Lines in the data below that contain the word "roads" are to be copied.

[Extracted records]
Content starts

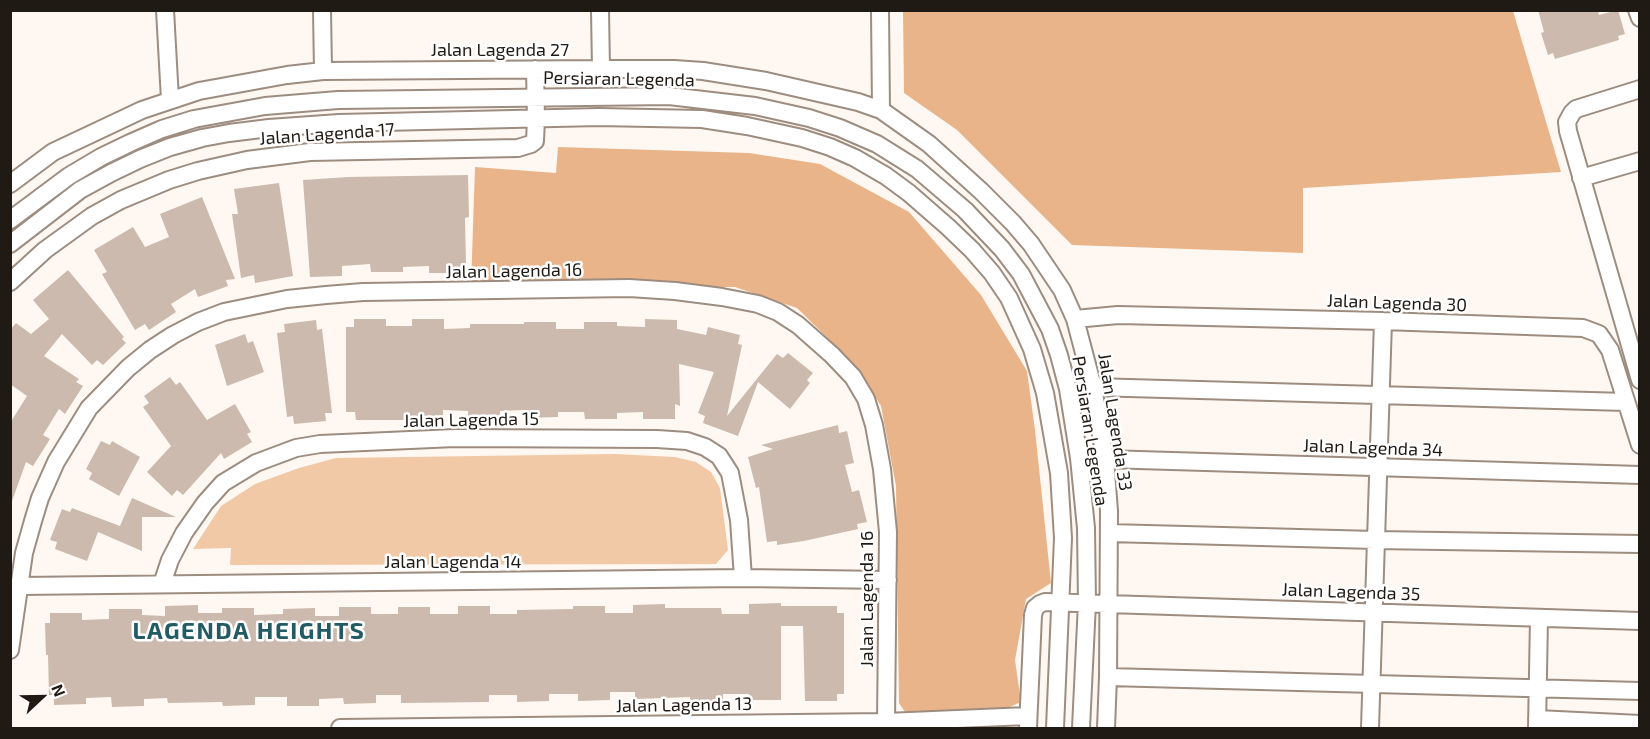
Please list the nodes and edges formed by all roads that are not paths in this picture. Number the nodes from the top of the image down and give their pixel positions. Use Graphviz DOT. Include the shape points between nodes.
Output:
graph roads {
  1 [pos="165,10"];
  2 [pos="322,10"];
  3 [pos="600,10"];
  4 [pos="880,10"];
  5 [pos="1637,10"];
  6 [pos="1640,18"];
  7 [pos="536,69"];
  8 [pos="601,69"];
  9 [pos="323,71"];
  10 [pos="1640,89"];
  11 [pos="536,97"];
  12 [pos="170,100"];
  13 [pos="881,110"];
  14 [pos="536,119"];
  15 [pos="1640,161"];
  16 [pos="1581,178"];
  17 [pos="10,184"];
  18 [pos="981,191"];
  19 [pos="965,210"];
  20 [pos="10,220"];
  21 [pos="948,226"];
  22 [pos="10,244"];
  23 [pos="10,282"];
  24 [pos="1075,319"];
  25 [pos="1383,321"];
  26 [pos="1640,380"];
  27 [pos="1093,387"];
  28 [pos="1380,396"];
  29 [pos="1626,402"];
  30 [pos="1640,445"];
  31 [pos="1105,459"];
  32 [pos="1378,468"];
  33 [pos="1640,476"];
  34 [pos="1109,532"];
  35 [pos="1376,540"];
  36 [pos="1640,544"];
  37 [pos="743,578"];
  38 [pos="888,580"];
  39 [pos="162,584"];
  40 [pos="19,586"];
  41 [pos="1061,602"];
  42 [pos="1087,603"];
  43 [pos="1109,604"];
  44 [pos="1373,612"];
  45 [pos="1539,618"];
  46 [pos="1640,621"];
  47 [pos="10,650"];
  48 [pos="1108,676"];
  49 [pos="1371,683"];
  50 [pos="1538,688"];
  51 [pos="1640,691"];
  52 [pos="886,722"];
  53 [pos="1028,722"];
  54 [pos="1537,724"];
  55 [pos="1640,724"];
  56 [pos="1576,725"];
  57 [pos="340,729"];
  58 [pos="1055,729"];
  59 [pos="1081,729"];
  60 [pos="1106,729"];
  61 [pos="1370,729"];
  1 -- 12 [label="street"];
  2 -- 9 [label="street"];
  3 -- 8 [label="street"];
  4 -- 13 [label="street"];
  5 -- 6 [label="street"];
  7 -- 8 [label="street, Jalan Lagenda 27"];
  7 -- 9 [label="street, Jalan Lagenda 27"];
  7 -- 11 [label="street, Jalan Lagenda 17"];
  8 -- 13 [label="street, Jalan Lagenda 27" via="726,74"];
  9 -- 12 [label="street, Jalan Lagenda 27" via="210,89"];
  10 -- 16 [label="street" via="1576,109 1570,116 1568,131"];
  11 -- 14 [label="street, Jalan Lagenda 17"];
  11 -- 19 [label="street, Persiaran Legenda" via="669,96 755,106 809,118 877,144 916,169"];
  11 -- 20 [label="street, Persiaran Legenda" via="338,100 265,106 194,119 101,157"];
  12 -- 17 [label="street, Jalan Lagenda 27" via="53,152"];
  13 -- 18 [label="street, Jalan Lagenda 27" via="929,144"];
  14 -- 21 [label="street, Persiaran Legenda" via="702,120 802,138 855,158 886,176"];
  14 -- 22 [label="street, Persiaran Legenda" via="339,123 201,138 170,147 80,190"];
  14 -- 23 [label="street, Jalan Lagenda 17" via="535,141 518,148 310,152 247,160 184,175 92,216"];
  15 -- 16 [label="street"];
  16 -- 26 [label="street"];
  18 -- 19 [label="street"];
  18 -- 24 [label="street, Jalan Lagenda 33" via="1031,244 1062,290"];
  19 -- 21 [label="street"];
  19 -- 42 [label="street, Persiaran Legenda" via="1021,274 1059,355 1079,458 1086,528"];
  21 -- 41 [label="street, Persiaran Legenda" via="992,273 1009,298 1032,349 1045,393 1059,473"];
  24 -- 25 [label="street, Jalan Lagenda 30" via="1118,315"];
  24 -- 27 [label="street, Jalan Lagenda 33"];
  25 -- 28 [label="street"];
  25 -- 29 [label="street, Jalan Lagenda 30" via="1582,328 1599,334 1610,350"];
  27 -- 28 [label="street"];
  27 -- 31 [label="street, Jalan Lagenda 33"];
  28 -- 29 [label="street"];
  28 -- 32 [label="street"];
  29 -- 30 [label="street, Jalan Lagenda 30"];
  31 -- 32 [label="street, Jalan Lagenda 34"];
  31 -- 34 [label="street, Jalan Lagenda 33"];
  32 -- 33 [label="street, Jalan Lagenda 34"];
  32 -- 35 [label="street"];
  34 -- 35 [label="street"];
  34 -- 43 [label="street, Jalan Lagenda 33"];
  35 -- 36 [label="street"];
  35 -- 44 [label="street"];
  37 -- 38 [label="street, Jalan Lagenda 14"];
  37 -- 39 [label="street, Jalan Lagenda 14"];
  37 -- 39 [label="street, Jalan Lagenda 15" via="739,520 730,473 719,456 705,447 657,439 467,438 320,444 256,463 223,483 205,503 184,533"];
  38 -- 40 [label="street, Jalan Lagenda 16" via="882,469 866,399 853,377 798,325 768,308 702,294 629,288 363,292 287,299 224,312 198,322 150,350 89,408 56,462 40,498"];
  38 -- 52 [label="street, Jalan Lagenda 16"];
  39 -- 40 [label="street, Jalan Lagenda 14"];
  40 -- 47 [label="street, Jalan Lagenda 16"];
  41 -- 42 [label="street, Jalan Lagenda 35"];
  41 -- 53 [label="street, Jalan Lagenda 35" via="1040,604 1033,615"];
  41 -- 58 [label="street, Persiaran Legenda"];
  42 -- 43 [label="street, Jalan Lagenda 35"];
  42 -- 59 [label="street, Persiaran Legenda"];
  43 -- 44 [label="street, Jalan Lagenda 35"];
  43 -- 48 [label="street, Jalan Lagenda 33"];
  44 -- 45 [label="street, Jalan Lagenda 35"];
  44 -- 49 [label="street"];
  45 -- 46 [label="street, Jalan Lagenda 35"];
  45 -- 50 [label="street"];
  48 -- 49 [label="street"];
  48 -- 60 [label="street, Jalan Lagenda 33"];
  49 -- 50 [label="street"];
  49 -- 61 [label="street"];
  50 -- 51 [label="street"];
  50 -- 54 [label="street"];
  52 -- 53 [label="street, Jalan Lagenda 13"];
  52 -- 57 [label="street, Jalan Lagenda 13"];
  54 -- 56 [label="street"];
  55 -- 56 [label="street"];
}
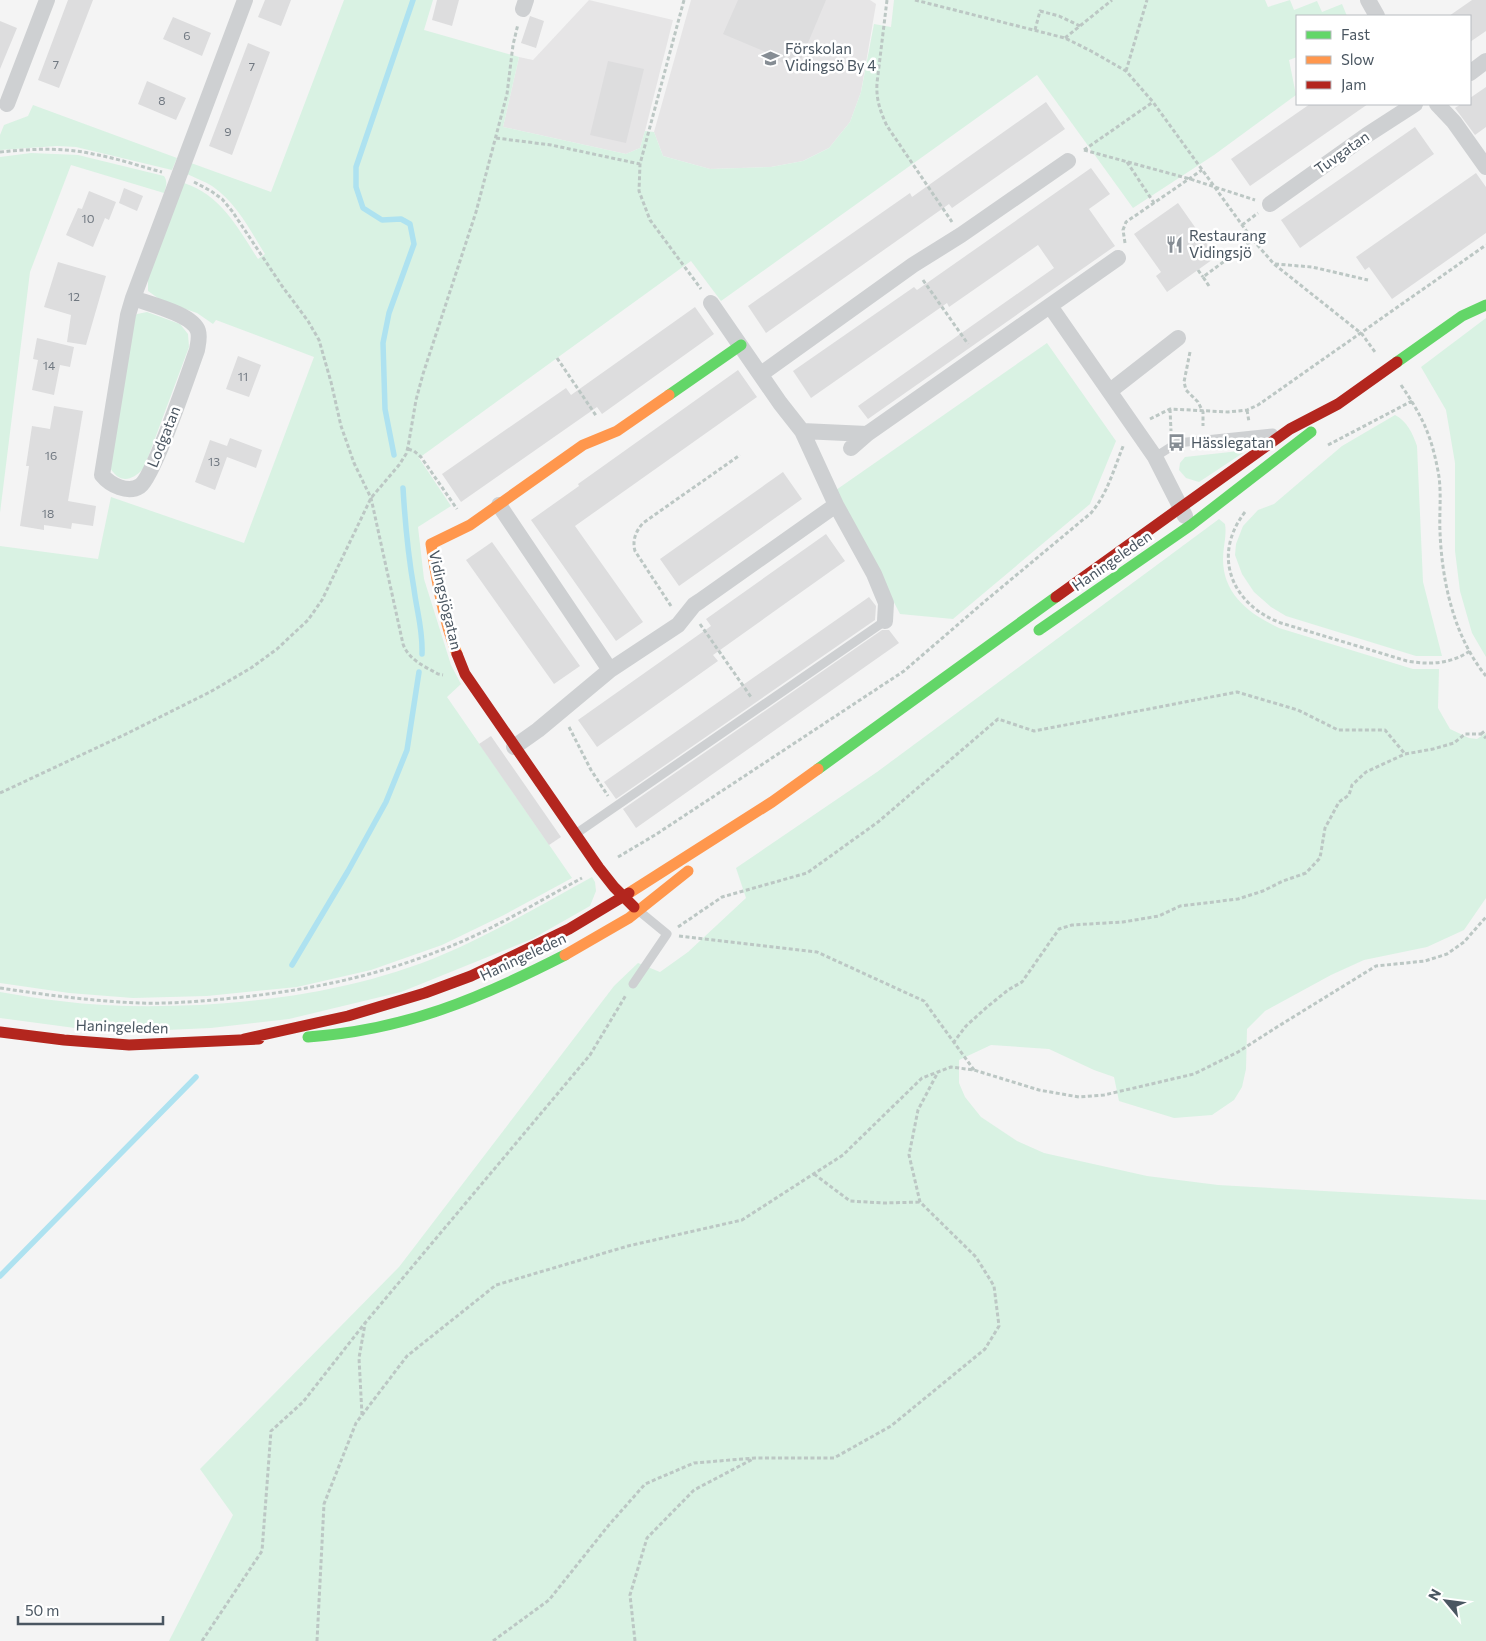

Content ends

FINISHED TASK:
Please list the nodes and edges formed by all roads that are not paths in this picture. Number the nodes from the top of the image down and give their pixel positions. Use Graphviz DOT. Include the shape points between nodes.
graph roads {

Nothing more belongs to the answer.